Just like you, they vary. Just like you, some are well off and some are poor. Just like them, you too will be old one day.

zipetwhippet Sun 07-Dec-14 22:23:33

The ones existing solely on a state pension won't be. I really feel for them and their families.
However the ones who bought properties cheap and made a good profit, never got into debts or lived on credit cards and worked their asses off to afford things and build up their savings? They probably are and good luck to them. Both of our dps are wealthy pensioners- lots of holidays and social events, plenty to treat their children and g/children and generally enjoying life. So rather than worry us that they can't afford to heat the house or buy decent food, or treat themselves, we have peace the of mind that they are more than ok.

SinisterBuggyMonth Sun 07-Dec-14 22:29:26

Message withdrawn at poster's request.

Holdthepage Sun 07-Dec-14 22:30:41

I am fascinated to know how pensioners get income from a "rigged housing market"?

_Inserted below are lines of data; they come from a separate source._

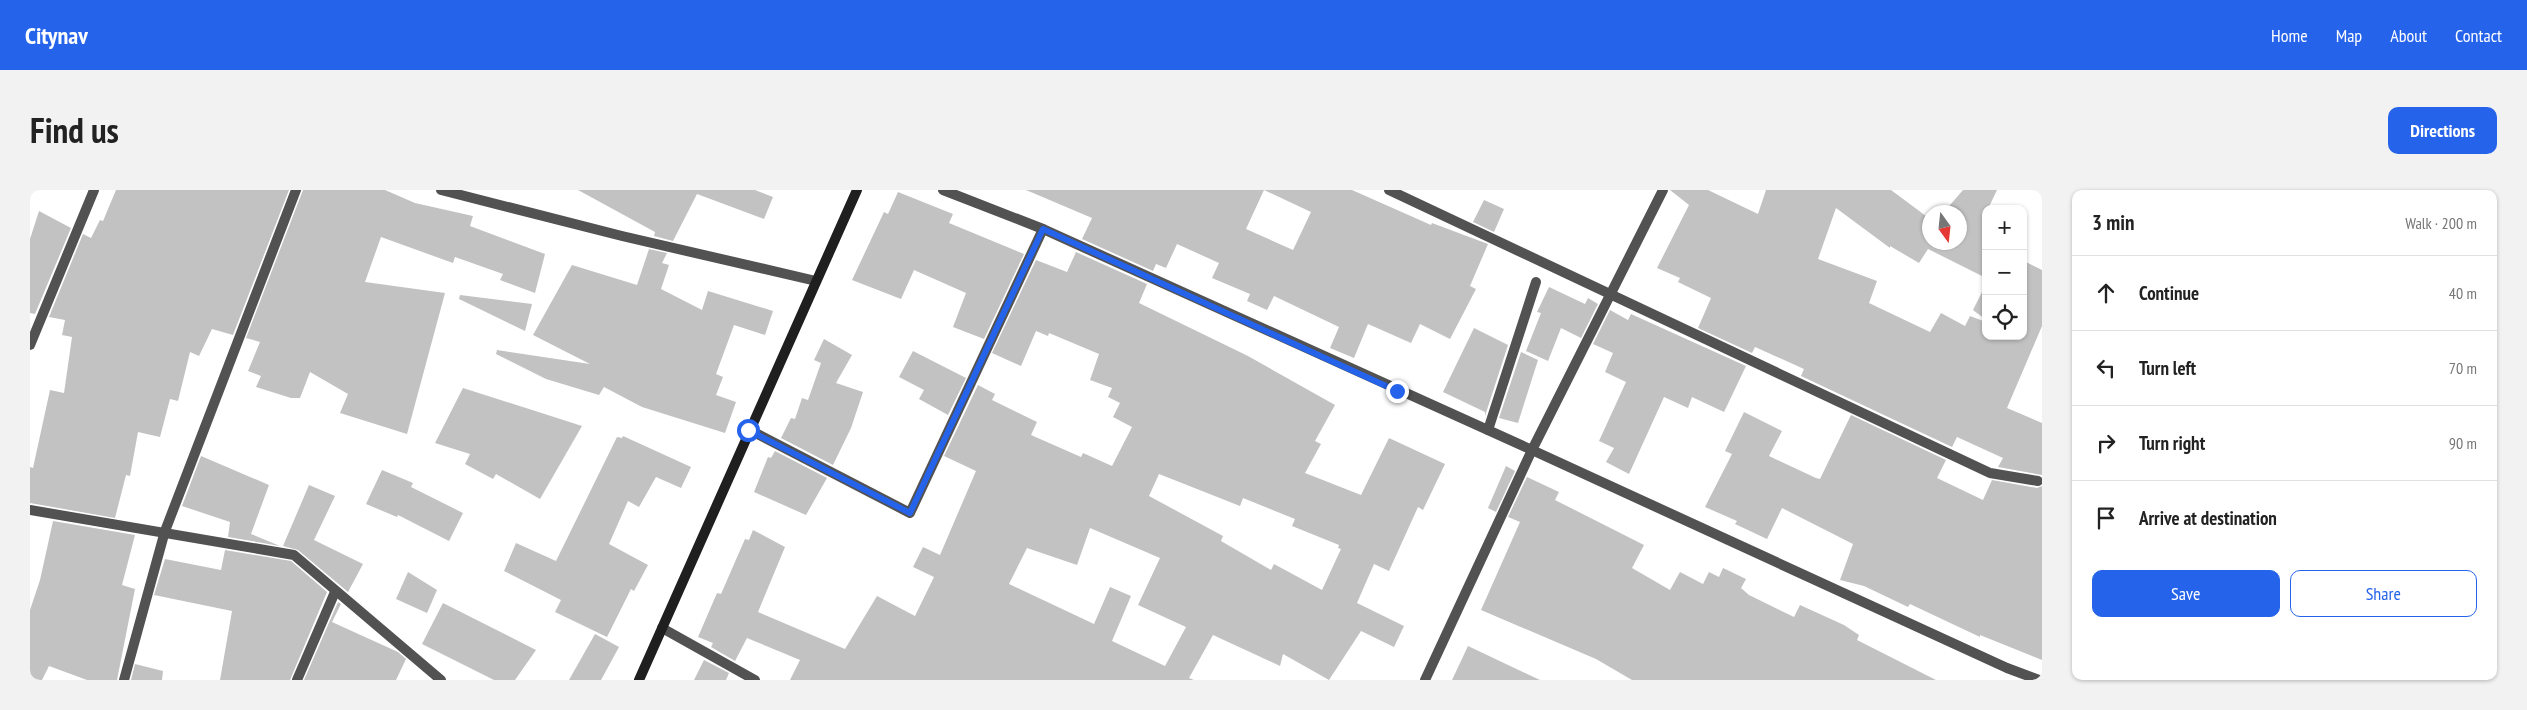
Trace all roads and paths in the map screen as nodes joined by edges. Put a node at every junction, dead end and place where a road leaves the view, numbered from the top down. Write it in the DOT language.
graph roads {
  1 [pos="94,190"];
  2 [pos="296,190"];
  3 [pos="441,190"];
  4 [pos="857,190"];
  5 [pos="943,190"];
  6 [pos="1389,190"];
  7 [pos="1663,190"];
  8 [pos="1043,229"];
  9 [pos="816,281"];
  10 [pos="1536,282"];
  11 [pos="1611,293"];
  12 [pos="30,345"];
  13 [pos="748,430"];
  14 [pos="1488,430"];
  15 [pos="1532,450"];
  16 [pos="2038,481"];
  17 [pos="30,510"];
  18 [pos="165,532"];
  19 [pos="335,592"];
  20 [pos="662,628"];
  21 [pos="124,680"];
  22 [pos="297,680"];
  23 [pos="441,680"];
  24 [pos="639,680"];
  25 [pos="755,680"];
  26 [pos="1425,680"];
  27 [pos="2039,680"];
  1 -- 12 [label="street"];
  2 -- 18 [label="street"];
  3 -- 9 [label="street"];
  4 -- 9 [label="main road"];
  5 -- 8 [label="street"];
  6 -- 11 [label="street"];
  7 -- 11 [label="street"];
  8 -- 13 [label="street"];
  8 -- 14 [label="street"];
  9 -- 13 [label="main road"];
  10 -- 14 [label="street"];
  11 -- 15 [label="street"];
  11 -- 16 [label="street"];
  13 -- 20 [label="main road"];
  14 -- 15 [label="street"];
  15 -- 26 [label="street"];
  15 -- 27 [label="street"];
  17 -- 18 [label="street"];
  18 -- 19 [label="street"];
  18 -- 21 [label="street"];
  19 -- 22 [label="street"];
  19 -- 23 [label="street"];
  20 -- 24 [label="main road"];
  20 -- 25 [label="street"];
}
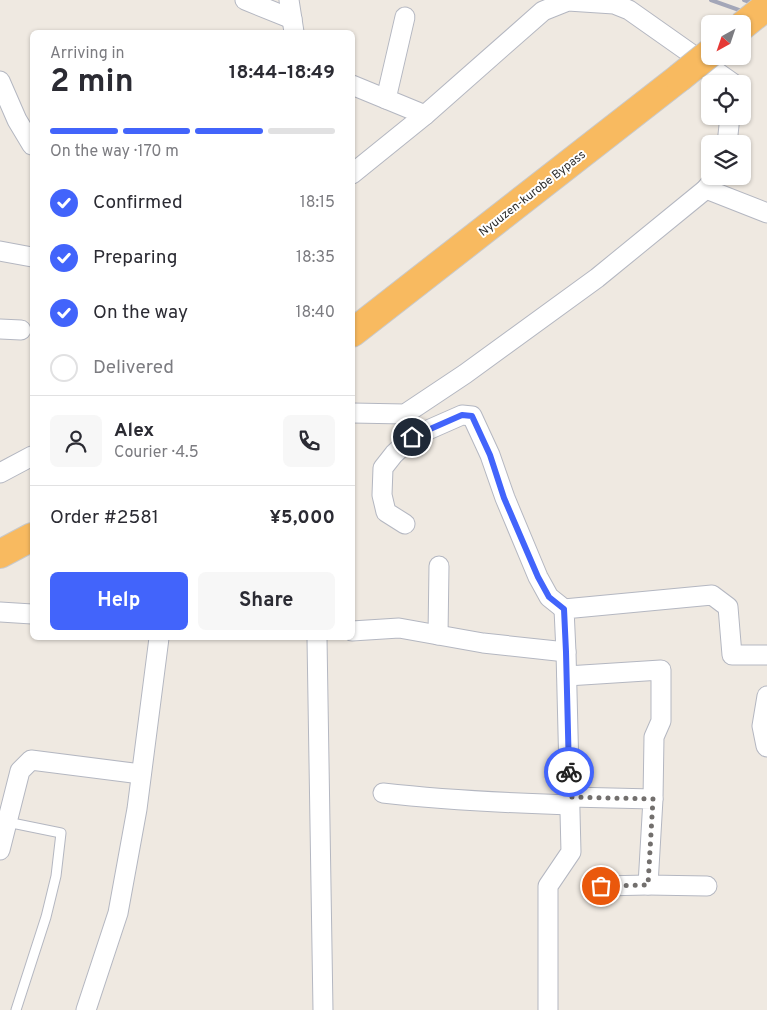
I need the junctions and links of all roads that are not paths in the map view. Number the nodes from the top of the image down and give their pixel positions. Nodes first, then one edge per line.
1 (245, 0) edge
2 (290, 0) edge
3 (767, 6) edge
4 (405, 18) dead end
5 (751, 19) edge
6 (293, 26) edge
7 (701, 60) edge
8 (721, 75) edge
9 (0, 82) edge
10 (355, 87) edge
11 (386, 99) junction
12 (424, 115) junction
13 (30, 142) edge
14 (355, 172) edge
15 (709, 185) edge
16 (712, 185) edge
17 (767, 213) edge
18 (0, 252) edge
19 (30, 257) edge
20 (0, 329) edge
21 (21, 330) dead end
22 (355, 331) edge
23 (355, 413) edge
24 (30, 457) edge
25 (0, 473) edge
26 (405, 524) dead end
27 (30, 538) edge
28 (0, 554) edge
29 (440, 566) dead end
30 (564, 609) junction
31 (0, 612) edge
32 (30, 614) edge
33 (355, 632) edge
34 (438, 635) junction
35 (159, 640) edge
36 (317, 640) edge
37 (566, 652) junction
38 (767, 655) edge
39 (567, 676) junction
40 (767, 696) edge
41 (767, 747) edge
42 (141, 774) junction
43 (383, 793) dead end
44 (653, 799) junction
45 (570, 801) junction
46 (7, 822) junction
47 (0, 850) edge
48 (648, 885) junction
49 (601, 886) dead end
50 (708, 886) dead end
51 (16, 1010) edge
52 (86, 1010) edge
53 (323, 1010) edge
54 (548, 1010) edge

1 - 6 street
2 - 6 street
3 - 5 highway, bridge
4 - 11 street
7 - 22 highway, Nyuuzen-kurobe Bypass, bridge
8 - 12 street
9 - 13 street
10 - 11 street
11 - 12 street
12 - 14 street
15 - 23 street
16 - 17 street
18 - 19 street
20 - 21 street
24 - 25 street
26 - 30 street
27 - 28 highway
29 - 34 street
30 - 37 street
30 - 38 street
31 - 32 street
33 - 34 street
34 - 37 street
35 - 42 street
36 - 53 street
37 - 39 street
39 - 44 street
39 - 45 street
40 - 41 street
42 - 46 street
42 - 52 street
43 - 45 street
44 - 45 street
44 - 48 street
45 - 54 street
46 - 47 street
46 - 51 lane
48 - 49 street
48 - 50 street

BlackandGold Sun 07-Dec-14 22:33:02

For goodness sake, apply some common sense.

A lot of pensioners are certainly not rich and many are existing on little more than the State Pension; what ability do they have to go out to work and get extra money?

Others have fallen foul of various governments putting back their State Pension age quite rapidly, meaning that they now have to work for much longer at a time in their lives when they may have less stamina and tire more easily.

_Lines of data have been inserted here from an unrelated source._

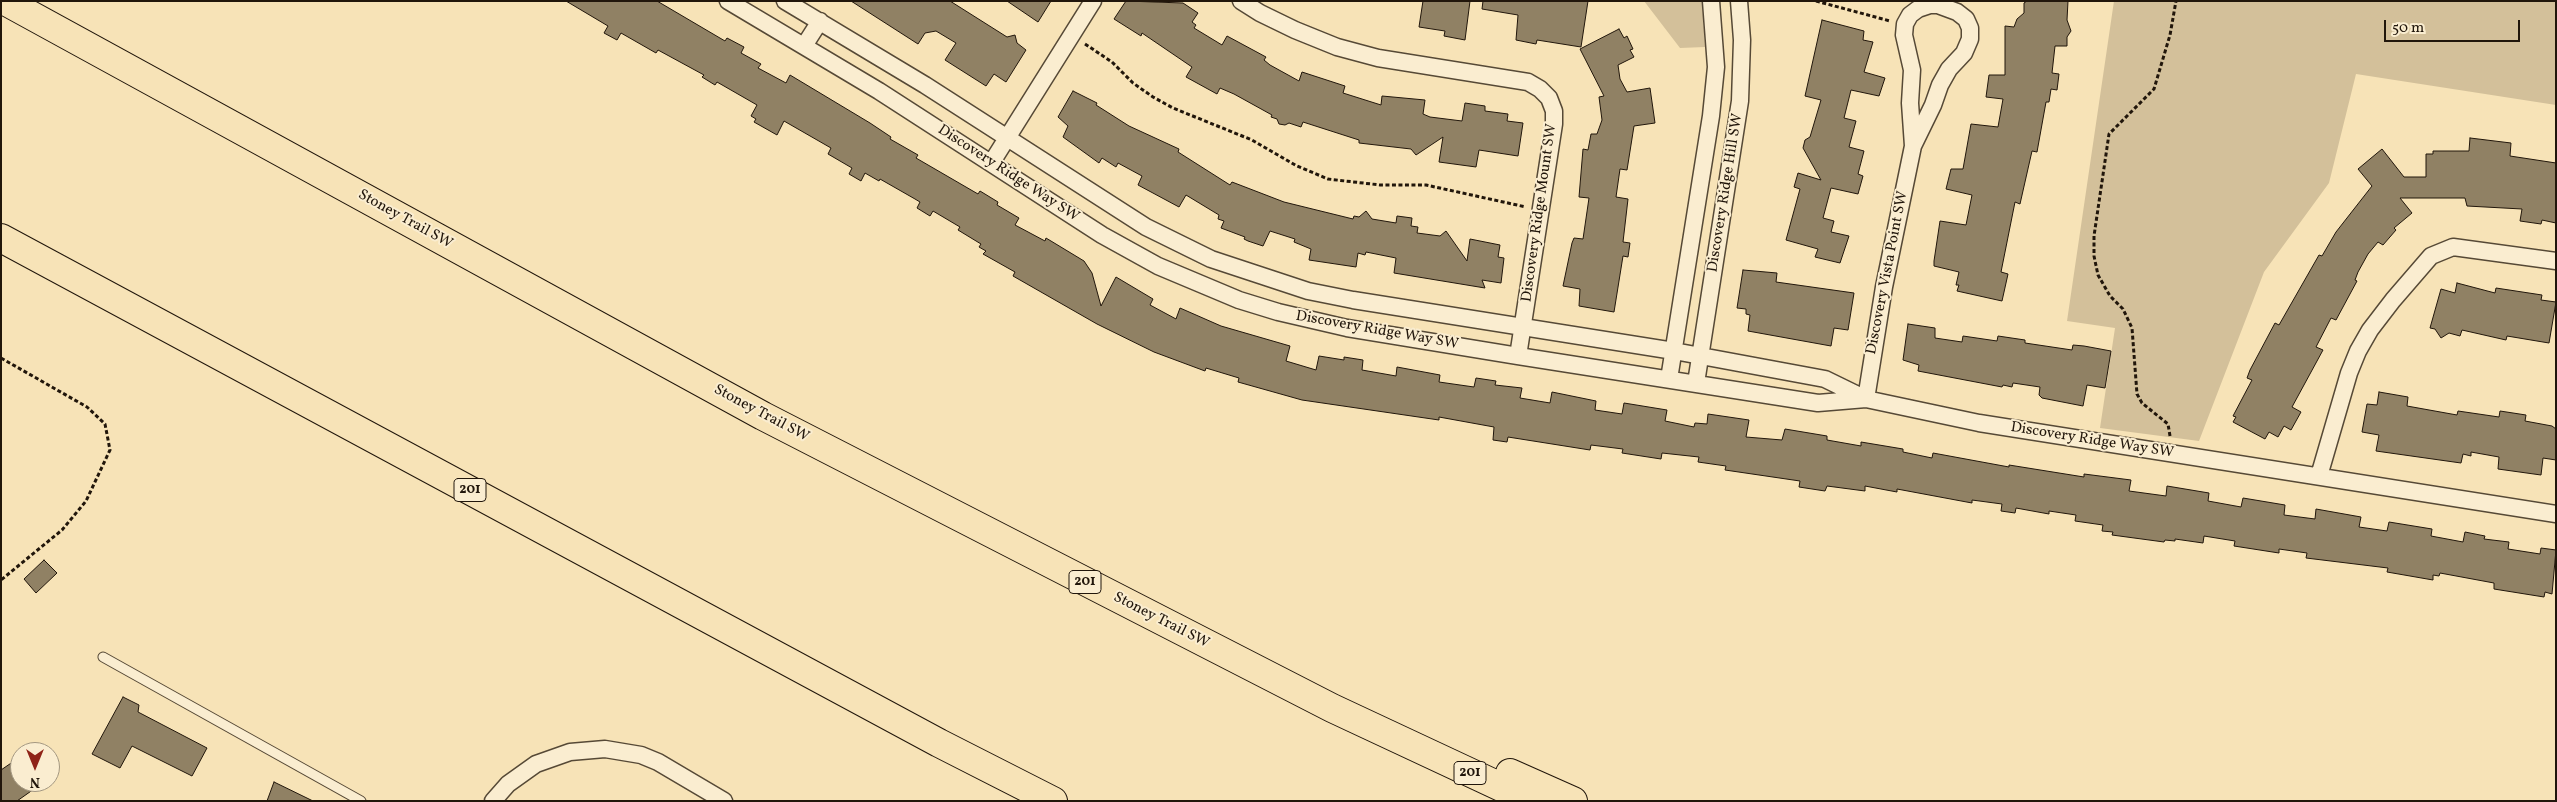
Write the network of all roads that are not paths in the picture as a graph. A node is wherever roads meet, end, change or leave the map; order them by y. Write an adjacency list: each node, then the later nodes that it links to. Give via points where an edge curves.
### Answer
1 (4, 1): 28 (highway, Stoney Trail SW / 201, via 763,416)
2 (728, 1): 9 (street, Discovery Ridge Way SW)
3 (785, 1): 8 (street, Discovery Ridge Way SW)
4 (1093, 1): 10 (street)
5 (1241, 1): 17 (street, Discovery Ridge Mount SW, via 1295,30 1337,47 1378,58 1528,82 1540,88 1554,111 1554,124)
6 (1712, 1): 18 (street, Discovery Ridge Hill SW, via 1716,67 1713,96)
7 (1739, 1): 20 (street, Discovery Ridge Hill SW, via 1742,40 1740,101)
8 (820, 21): 9 (street); 10 (street, Discovery Ridge Way SW)
9 (804, 46): 12 (street, Discovery Ridge Way SW)
10 (1008, 138): 12 (street); 15 (street, Discovery Ridge Way SW, via 1146,227)
11 (1912, 146): 11 (street, Discovery Vista Point SW, via 1940,85 1967,48 1970,28 1966,19 1957,12 1930,4 1910,15 1905,24 1904,35 1912,70); 23 (street, Discovery Vista Point SW)
12 (992, 162): 16 (street, Discovery Ridge Way SW, via 1133,253)
13 (1, 238): 27 (highway, 201)
14 (2556, 261): 24 (street, via 2453,247 2431,256 2387,307 2358,351)
15 (1248, 273): 16 (street); 17 (street, Discovery Ridge Way SW, via 1353,300)
16 (1239, 300): 19 (street, Discovery Ridge Way SW, via 1347,328)
17 (1523, 326): 18 (street, Discovery Ridge Way SW); 19 (street, Discovery Ridge Mount SW)
18 (1674, 351): 20 (street, Discovery Ridge Way SW); 21 (street, Discovery Ridge Hill SW)
19 (1518, 356): 21 (street, Discovery Ridge Way SW)
20 (1701, 356): 22 (street, Discovery Ridge Hill SW); 23 (street, Discovery Ridge Way SW, via 1825,379)
21 (1670, 379): 22 (street, Discovery Ridge Way SW)
22 (1696, 383): 23 (street, Discovery Ridge Way SW, via 1818,403)
23 (1866, 399): 24 (street, Discovery Ridge Way SW, via 1988,424)
24 (2318, 476): 25 (street, Discovery Ridge Way SW)
25 (2556, 514)
26 (103, 657): 29 (lane)
27 (939, 743): 32 (highway); 33 (highway, 201)
28 (1409, 746): 34 (highway, Stoney Trail SW / 201); 35 (highway, via 1465,753)
29 (361, 801)
30 (493, 801): 31 (street, via 508,784 536,764 570,752 606,749 641,755 658,762)
31 (724, 801)
32 (1014, 801)
33 (1053, 801)
34 (1530, 801)
35 (1573, 801)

One day we will all be pensioners, should we live that long.

Viviennemary Sun 07-Dec-14 22:35:01

There's been a lot of talk about rich pensioners but there's also a lot of older people in poverty or having to count pennies. The better off ones do tend to help out their adult children and grandchildren. So the money does filter down.

indigo18 Sun 07-Dec-14 22:36:49

Why should an older person feel obliged to give up a home they have worked for just because it is large? It is their home; stay there and enjoy as long as you can. My parents worked very hard until way after retirement age, my mother worked as a nurse until well into her seventies. She can no longer live alone so had to sell her modest house to pay care fees; despite having had a stroke she was deemed not to qualify for a funded place. It is of great regret to her that the little bit she and my father had built up, with great pride, to leave to their family, will be eaten up in care fees.

ethelb Sun 07-Dec-14 22:38:23

Many pensioners I know have talked about selling up and downsizing with their equity (from what I feel is a rigged housing market, it certainly isn't a free market). Not that they ever actually do...
Some have managed to secure second mortgages against the value of a home they never really paid for.

I do realise not all pensioners are in this situation. But pretending its not the case that a huge amount of the country's assets are disproportionatly owned by a generation who don't actually need to use them for what they were designed for ie a home, isn't going to get us anywhere.

Sinister I agree. Plus, while I do realise I may benefit in the distant future from my parents' home value, I would far rather affordable housing now rather than the distant promise of a lump sum off a hypothetical mortgage in my 70s if my parents manage to die wealthy.

indigo18 Sun 07-Dec-14 22:39:12

And to the previous poster who claimed that most women in their 60s have never worked - well, I think that is rubbish! All my friends in their 60s have worked; many still are working.